Evolución y cerebro.

Chico Xavier


Formación del mundo cerebral

En el regazo del tiempo, los Arquitectos Divinos auxilian a la conciencia fragmentaria en la construcción del cerebro, el maravilloso nido de la mente, necesitada ésta de una más amplia exteriorización, La masa de células nerviosas que precede a la formación del mundo cerebral, en los invertebrados, da lugar a la invaginación del ectodermo en los vertebrados, constituyéndose, lentamente, la vesícula anterior o prosencéfalo, la vesícula media o mesencéfalo y la vesícula posterior o romboncéfalo.

En los peces, los hemisferios cerebrales se muestran aún muy reducidos, en los anfibios denotan un desarrollo alentador y en los reptiles avanzan en progreso más vasto, configurándose ya, con alguna perfección, el acueducto de Sylvius, perfeccionándose, con más seguridad, en tal fase, en la forma espiritual, el centro coronario del psicosoma futuro, reflejándose en la glándula pineal, ya razonablemente plasmada en algunos lacértidos, tal como el rincocéfalo o tatuara de Nueva Zelanda, en que la epífisis embrionaria se prolonga hasta la región parietal, asumiendo la similitud de un ojo con sus implementos característicos.

Zoólogos respetables consideran al citado aparato como siendo un globo ocular abandonado por la Naturaleza; sin embargo, es ahí que la epífisis comienza a consolidarse como sustentáculo energético de sensaciones sutiles para la traducción y selección de los estados mentales diversos, en los mecanismos de la reflexión y del pensamiento, de la meditación y del discernimiento, preanunciando las operaciones de la mediumnidad, consciente o inconsciente, por las cuales Espíritus encarnados y desencarnados se unen, unos con otros, en la misma gama de vibraciones, para las grandes creaciones de la Ciencia y de la Religión, de la Cultura y del Arte en la jornada ascensional hacia Dios, cuando no sea en las asociaciones psíquicas de tenor inferior o de naturaleza vulgar, en que las almas prisioneras de las pruebas o de las sombras participan de un consorcio por afinidad.


- Girencefalia y lisencefalia

Prosigue el crecimiento de los hemisferios cerebrales en las aves, con significativas dimensiones del cerebelo para encontrar, en los mamíferos, el encéfalo con apreciables dotaciones, ya que presentan circunvoluciones en los girencefálicos y un aumento expresivo en el área de la corteza.
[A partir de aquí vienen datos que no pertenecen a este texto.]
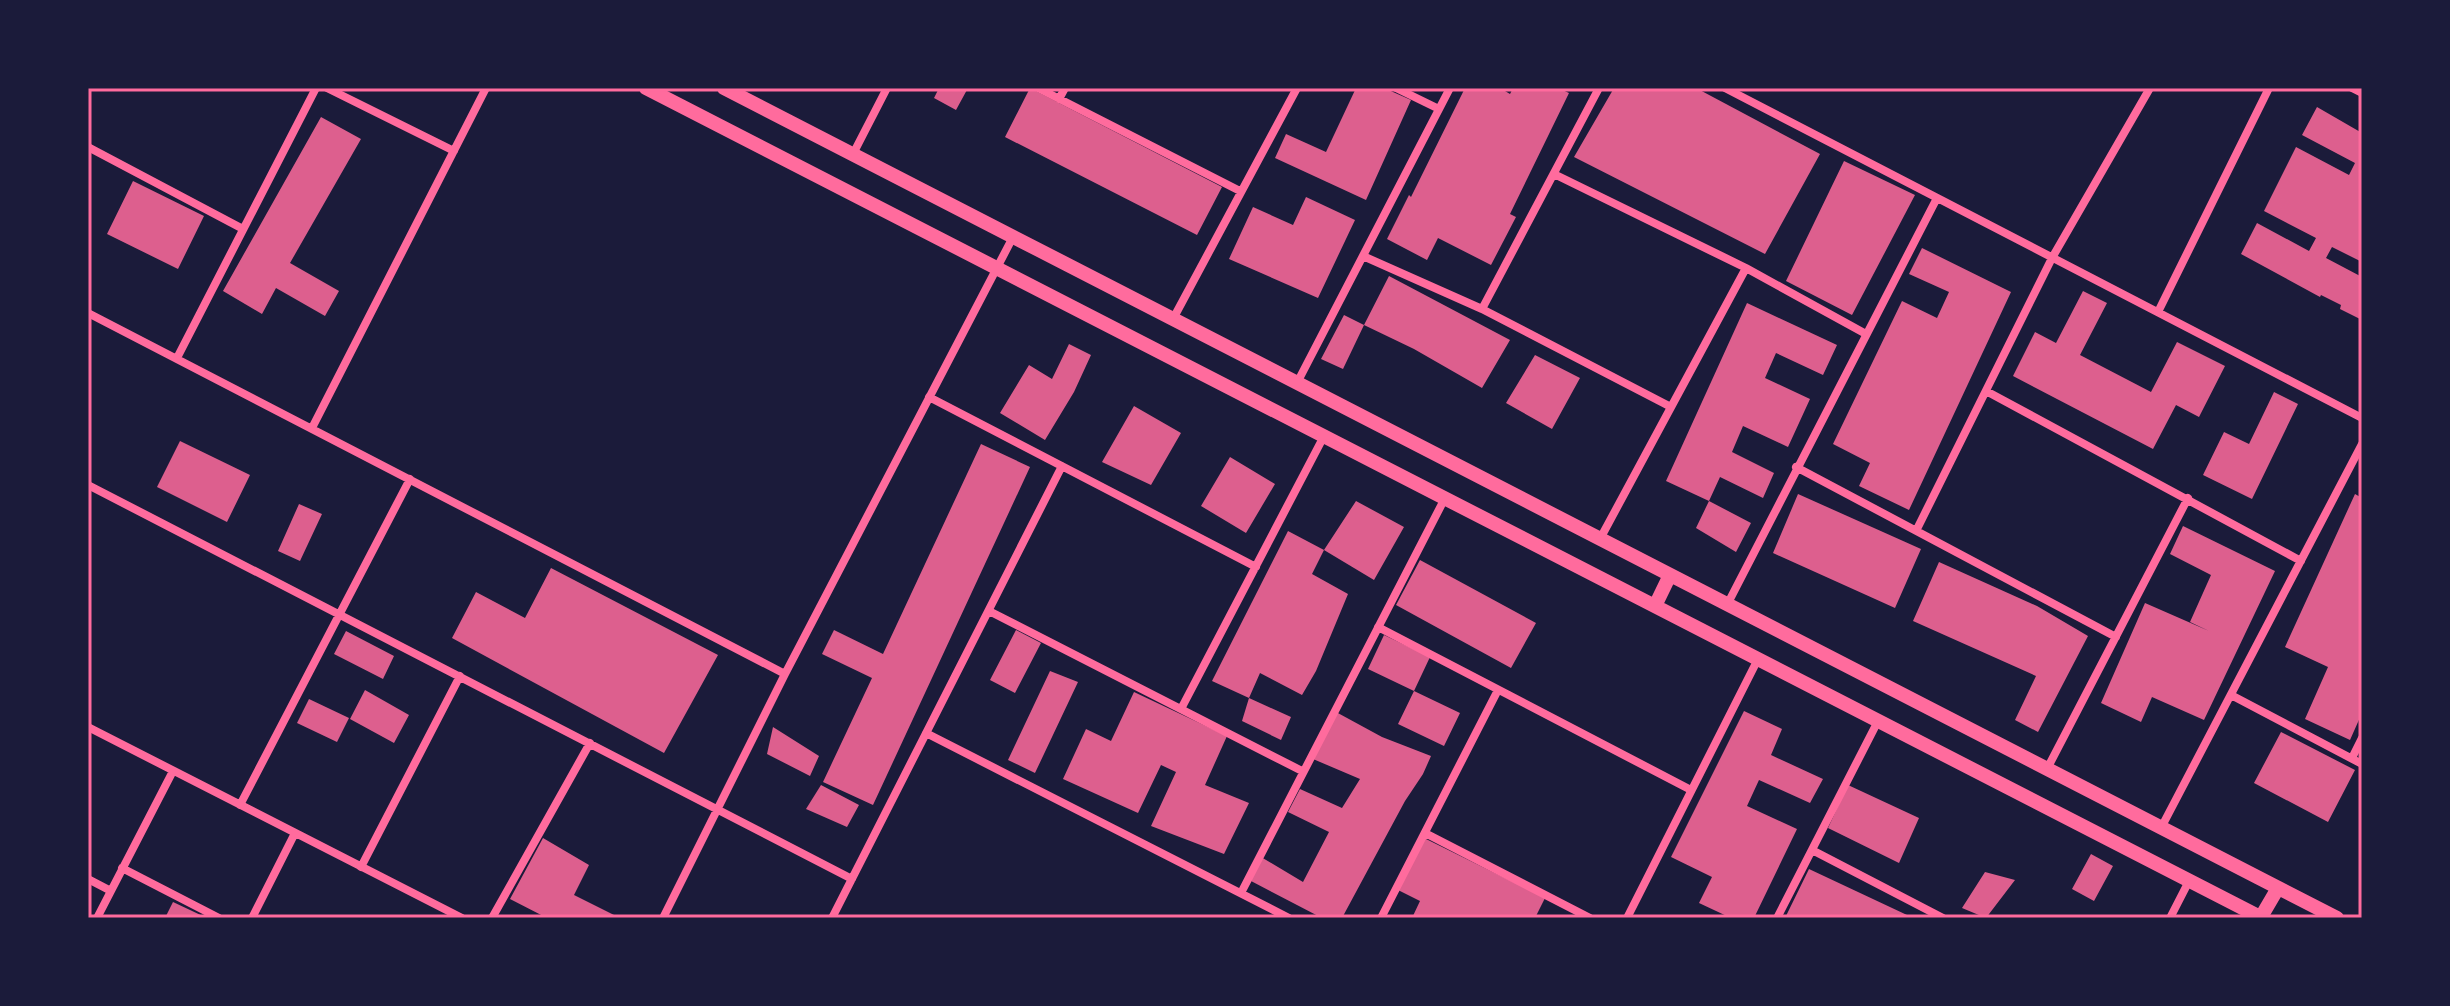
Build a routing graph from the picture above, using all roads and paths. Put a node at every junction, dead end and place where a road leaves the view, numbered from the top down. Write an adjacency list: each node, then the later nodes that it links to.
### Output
1 (316, 88): 27 (street)
2 (327, 88): 22 (street)
3 (486, 88): 22 (street)
4 (646, 88): 31 (street)
5 (724, 88): 23 (street)
6 (887, 88): 23 (street)
7 (1038, 88): 19 (street)
8 (1065, 88): 19 (street)
9 (1297, 88): 25 (street)
10 (1396, 88): 20 (street)
11 (1450, 88): 20 (street)
12 (1599, 88): 24 (street)
13 (1725, 88): 17 (street)
14 (2150, 88): 30 (street)
15 (2269, 88): 34 (street)
16 (2352, 88): 18 (street)
17 (1743, 92): 26 (street)
18 (2362, 93)
19 (1059, 99): 25 (street)
20 (1439, 109): 29 (street)
21 (88, 147): 27 (street)
22 (454, 151): 44 (street)
23 (853, 154): 28 (street)
24 (1554, 174): 32 (street); 33 (street)
25 (1240, 191): 36 (street)
26 (1937, 198): 30 (street); 37 (street)
27 (243, 229): 38 (street)
28 (1013, 237): 31 (street); 36 (street)
29 (1363, 256): 33 (street); 39 (street)
30 (2052, 258): 34 (street); 40 (street)
31 (996, 268): 41 (street); 45 (street)
32 (1746, 268): 37 (street); 42 (street)
33 (1482, 309): 42 (street)
34 (2158, 312): 43 (street)
35 (88, 313): 38 (street)
36 (1173, 319): 39 (street)
37 (1866, 334): 48 (street)
38 (177, 358): 44 (street)
39 (1297, 383): 54 (street)
40 (1986, 391): 52 (street); 53 (street)
41 (929, 397): 47 (street); 65 (street)
42 (1671, 407): 54 (street)
43 (2362, 418)
44 (312, 428): 49 (street)
45 (1324, 436): 51 (street); 56 (street)
46 (2362, 444): 55 (street)
47 (1062, 466): 56 (street); 60 (street)
48 (1796, 467): 53 (street); 58 (street)
49 (410, 479): 61 (street); 65 (street)
50 (88, 485): 61 (street)
51 (1445, 498): 59 (street); 62 (street)
52 (2188, 498): 55 (street); 63 (street)
53 (1917, 529): 63 (street)
54 (1600, 539): 57 (street)
55 (2301, 561): 68 (street)
56 (1256, 567): 69 (street)
57 (1670, 575): 58 (street); 59 (street)
58 (1727, 605): 77 (street)
59 (1655, 606): 64 (street)
60 (989, 611): 69 (street); 72 (street)
61 (339, 614): 66 (street); 81 (street)
62 (1378, 627): 67 (street); 79 (street)
63 (2116, 637): 77 (street)
64 (1758, 659): 70 (street); 80 (street)
65 (785, 674): 82 (street)
66 (460, 676): 74 (street); 87 (street)
67 (1498, 690): 80 (street); 85 (street)
68 (2231, 695): 75 (street); 83 (street)
69 (1181, 709): 79 (street)
70 (1878, 721): 86 (street); 91 (street)
71 (88, 727): 78 (street)
72 (926, 733): 90 (street); 94 (street)
73 (2362, 738): 75 (street)
74 (590, 743): 82 (street); 100 (street)
75 (2352, 758): 76 (street)
76 (2362, 764)
77 (2047, 769): 83 (street)
78 (173, 771): 81 (street); 88 (street)
79 (1302, 771): 94 (street)
80 (1691, 790): 106 (street)
81 (240, 805): 84 (street)
82 (719, 809): 90 (street); 101 (street)
83 (2161, 828): 92 (street)
84 (295, 833): 87 (street); 98 (street)
85 (1425, 833): 104 (street); 105 (street)
86 (1812, 850): 95 (street); 107 (street)
87 (361, 867): 99 (street)
88 (122, 868): 93 (street); 97 (street)
89 (88, 879): 93 (street)
90 (852, 879): 102 (street)
91 (2189, 881): 109 (street); 110 (street)
92 (2278, 888): 110 (street); 111 (street)
93 (111, 891): 96 (street)
94 (1241, 893): 103 (street)
95 (1932, 915): 108 (street)
96 (97, 918)
97 (219, 918)
98 (252, 918)
99 (462, 918)
100 (492, 918)
101 (663, 918)
102 (832, 918)
103 (1289, 918)
104 (1381, 918)
105 (1590, 918)
106 (1627, 918)
107 (1777, 918)
108 (1943, 918)
109 (2170, 918)
110 (2261, 918)
111 (2337, 918)

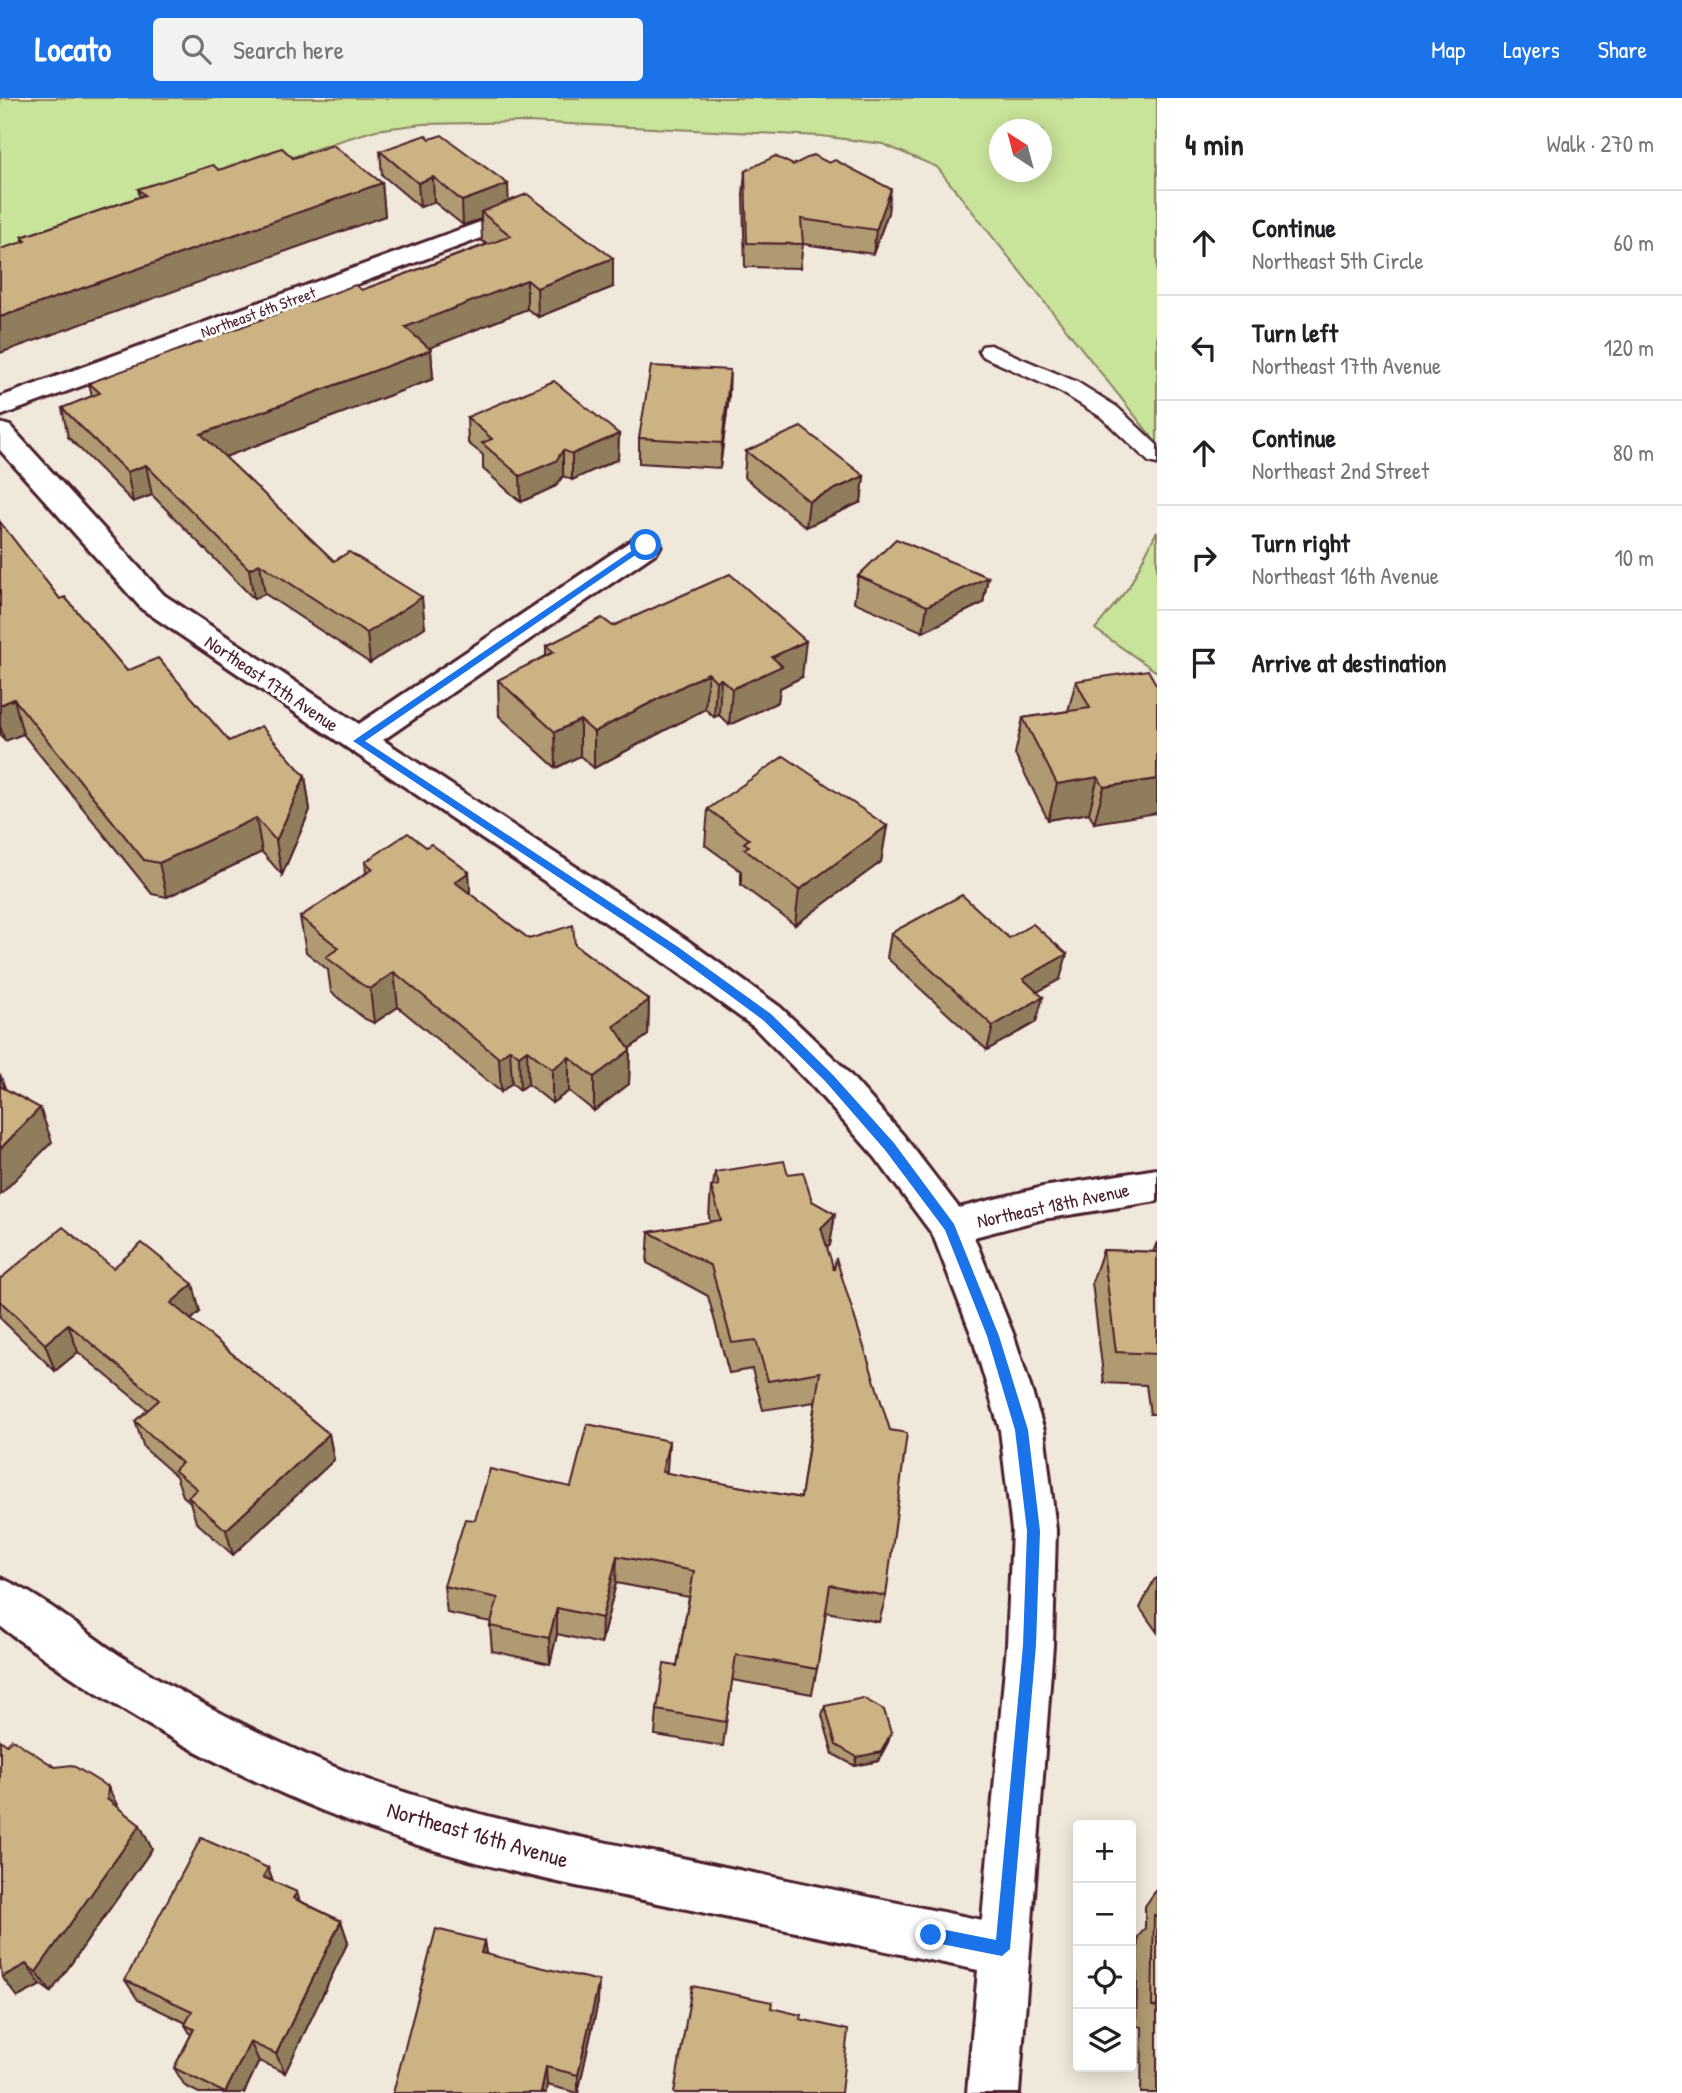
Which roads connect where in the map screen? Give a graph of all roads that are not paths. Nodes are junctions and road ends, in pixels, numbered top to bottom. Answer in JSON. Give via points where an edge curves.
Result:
{"nodes":[{"id":1,"x":516,"y":217,"type":"edge"},
{"id":2,"x":990,"y":351,"type":"dead end"},
{"id":3,"x":0,"y":407,"type":"edge"},
{"id":4,"x":0,"y":432,"type":"edge"},
{"id":5,"x":1157,"y":457,"type":"edge"},
{"id":6,"x":646,"y":545,"type":"dead end"},
{"id":7,"x":358,"y":741,"type":"junction"},
{"id":8,"x":1157,"y":1185,"type":"edge"},
{"id":9,"x":950,"y":1227,"type":"junction"},
{"id":10,"x":0,"y":1599,"type":"edge"},
{"id":11,"x":1002,"y":1949,"type":"junction"},
{"id":12,"x":993,"y":2093,"type":"edge"}],
"edges":[{"from":1,"to":3,"type":"street","name":"Northeast 6th Street"},
{"from":2,"to":5,"type":"lane","via":[[1069,387],[1109,412]]},
{"from":4,"to":7,"type":"street","name":"Northeast 17th Avenue","via":[[153,602]]},
{"from":6,"to":7,"type":"street"},
{"from":7,"to":9,"type":"street","name":"Northeast 17th Avenue","via":[[674,950],[767,1017],[890,1146]]},
{"from":8,"to":9,"type":"street","name":"Northeast 18th Avenue","via":[[1043,1203]]},
{"from":9,"to":11,"type":"street","name":"Northeast 17th Avenue","via":[[993,1336],[1022,1430],[1034,1531],[1030,1645]]},
{"from":10,"to":11,"type":"street","name":"Northeast 16th Avenue","via":[[96,1668],[185,1720],[317,1783],[421,1821],[530,1853]]},
{"from":11,"to":12,"type":"street","name":"Northeast 17th Avenue"}]}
Cuanto más se verticaliza la escalada, más se reduce el porcentaje volumétrico del cerebelo, mientras que los hemisferios cerebrales se dilatan; con todo, es preciso destacar que ese mismo fenómeno de progresión no se relaciona, fundamentalmente, con la inteligencia y ni ésta es, en rigor, proporcional al número de circunvoluciones cerebrales, tanto que mamíferos, como el conejo, el canguro, el ornitorrinco y hasta ciertos primates, poseen cerebro lisencefálico o carente de circunvoluciones.

La girencefalia y la lisencefalia obedecen a tipificaciones trazadas por los Orientadores Mayores, en el amplio dominio de los vertebrados, preparando el cerebro humano mediante la estratificación de lentas y múltiples experiencias sobre la vasta clase de los seres vivos.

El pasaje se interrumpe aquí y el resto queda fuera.